Gene behind optimism and  self-esteem identified

“I have been looking for this gene for a few years, and it is not the gene I expected,” said Shelley E. Taylor, a distinguished professor of psychology at UCLA and senior author of the new research. “I knew there had to be a gene for these psychological resources.”  The gene Taylor and her colleagues identified is the oxytocin receptor gene (OXTR). Oxytocin is a hormone that increases in response to stress and is associated with good social skills such as empathy and enjoying the company of others.

The researchers brought 326 people into a UCLA laboratory and had them complete self-assessments of optimism, self-esteem and mastery. Participants also completed an assessment of depression. The researchers obtained DNA from participants’ saliva and used UCLA’s Genotyping Center to analyze the DNA for the variants in the OXTR gene. Taylor said that while genes may predict behaviour, they do not determine it.

Musicians less likely to suffer from hearing problems

Lifelong musicians experience less hearing problems in old age than non-musicians, Canadian researchers have found.

The study led by Baycrest’s Rotman Research Institute in Toronto sought to see if lifelong musicians were less prone to the hearing problems prevalent in the elderly, who often report having difficulty understanding speech through background noise, what scientists have dubbed the “cocktail party problem.”  Part of this difficulty is due to an age-related decrease in the ability to detect and discriminate acoustic information from the environment.

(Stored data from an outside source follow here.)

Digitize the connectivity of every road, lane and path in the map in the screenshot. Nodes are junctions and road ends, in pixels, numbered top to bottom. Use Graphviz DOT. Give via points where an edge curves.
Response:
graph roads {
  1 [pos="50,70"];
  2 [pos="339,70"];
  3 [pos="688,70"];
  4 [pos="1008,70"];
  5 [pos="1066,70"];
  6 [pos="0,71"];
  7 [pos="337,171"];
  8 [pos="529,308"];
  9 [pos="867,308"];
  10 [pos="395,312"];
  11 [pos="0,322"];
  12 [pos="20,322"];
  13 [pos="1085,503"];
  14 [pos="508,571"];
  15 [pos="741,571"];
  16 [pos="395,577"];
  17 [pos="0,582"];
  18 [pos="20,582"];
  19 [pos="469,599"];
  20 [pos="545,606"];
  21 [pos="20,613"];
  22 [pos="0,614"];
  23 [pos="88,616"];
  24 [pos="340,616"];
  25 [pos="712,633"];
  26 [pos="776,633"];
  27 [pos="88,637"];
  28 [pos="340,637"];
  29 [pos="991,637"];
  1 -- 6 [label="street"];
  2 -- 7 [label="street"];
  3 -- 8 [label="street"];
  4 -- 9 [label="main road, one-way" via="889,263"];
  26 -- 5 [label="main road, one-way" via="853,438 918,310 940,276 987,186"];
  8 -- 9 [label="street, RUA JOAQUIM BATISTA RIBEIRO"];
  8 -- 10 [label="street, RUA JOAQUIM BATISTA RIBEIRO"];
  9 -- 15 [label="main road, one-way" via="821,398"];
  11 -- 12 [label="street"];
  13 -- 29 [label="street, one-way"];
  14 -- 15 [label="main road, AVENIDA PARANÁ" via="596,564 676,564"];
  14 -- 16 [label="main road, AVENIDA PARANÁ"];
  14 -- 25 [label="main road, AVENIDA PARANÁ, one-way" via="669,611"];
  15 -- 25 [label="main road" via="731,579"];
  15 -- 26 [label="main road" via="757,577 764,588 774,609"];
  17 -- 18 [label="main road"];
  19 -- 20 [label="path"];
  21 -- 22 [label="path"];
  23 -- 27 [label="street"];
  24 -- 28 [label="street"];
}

“What we found was that being a musician may contribute to better hearing in old age by delaying some of the age-related changes in central auditory processing,” said said lead investigator Benjamin Rich Zendel at Baycrest's Rotman Research Institute. “This advantage widened considerably for musicians as they got older when compared to similar-aged non-musicians,” he added. The study suggests that lifelong musicianship mitigates age-related changes in the brain.